Saved entries:
━━━━━━━━━━━━━━━━━━━━

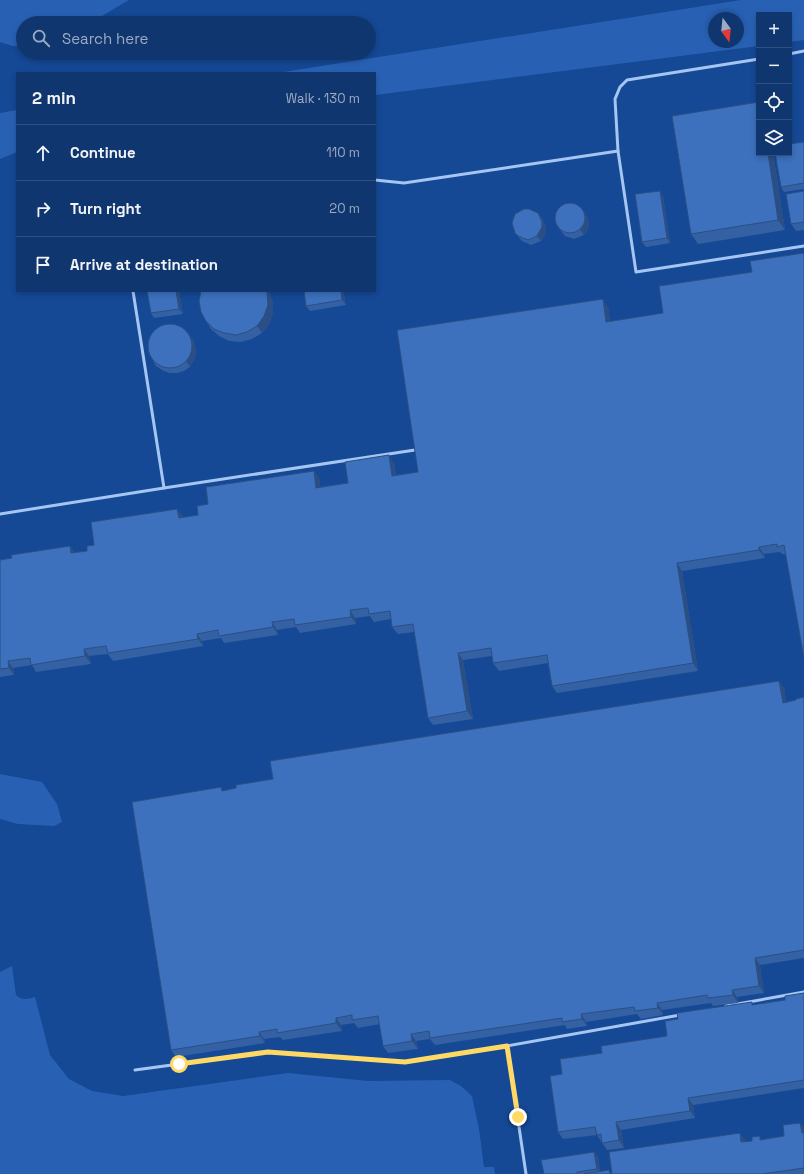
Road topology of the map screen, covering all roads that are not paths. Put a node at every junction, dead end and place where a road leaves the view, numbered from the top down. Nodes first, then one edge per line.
1 (804, 52) edge
2 (792, 54) edge
3 (756, 59) edge
4 (618, 151) junction
5 (376, 180) edge
6 (804, 246) edge
7 (133, 292) edge
8 (415, 450) edge
9 (164, 488) junction
10 (0, 514) edge
11 (804, 992) edge
12 (718, 1008) edge
13 (687, 1013) edge
14 (507, 1046) junction
15 (135, 1070) dead end
16 (526, 1174) edge

1 - 2 lane
3 - 4 lane
4 - 5 lane
4 - 6 lane
7 - 9 lane
8 - 9 lane
9 - 10 lane
11 - 12 lane
13 - 14 lane
14 - 15 lane
14 - 16 lane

━━━━━━━━━━━━━━━━━━━━

Problem to work on: An exact copy of all the records, free of pictures, is the expected answer.

Result of the exercise:
Road topology of the map screen, covering all roads that are not paths. Put a node at every junction, dead end and place where a road leaves the view, numbered from the top down. Nodes first, then one edge per line.
1 (804, 52) edge
2 (792, 54) edge
3 (756, 59) edge
4 (618, 151) junction
5 (376, 180) edge
6 (804, 246) edge
7 (133, 292) edge
8 (415, 450) edge
9 (164, 488) junction
10 (0, 514) edge
11 (804, 992) edge
12 (718, 1008) edge
13 (687, 1013) edge
14 (507, 1046) junction
15 (135, 1070) dead end
16 (526, 1174) edge

1 - 2 lane
3 - 4 lane
4 - 5 lane
4 - 6 lane
7 - 9 lane
8 - 9 lane
9 - 10 lane
11 - 12 lane
13 - 14 lane
14 - 15 lane
14 - 16 lane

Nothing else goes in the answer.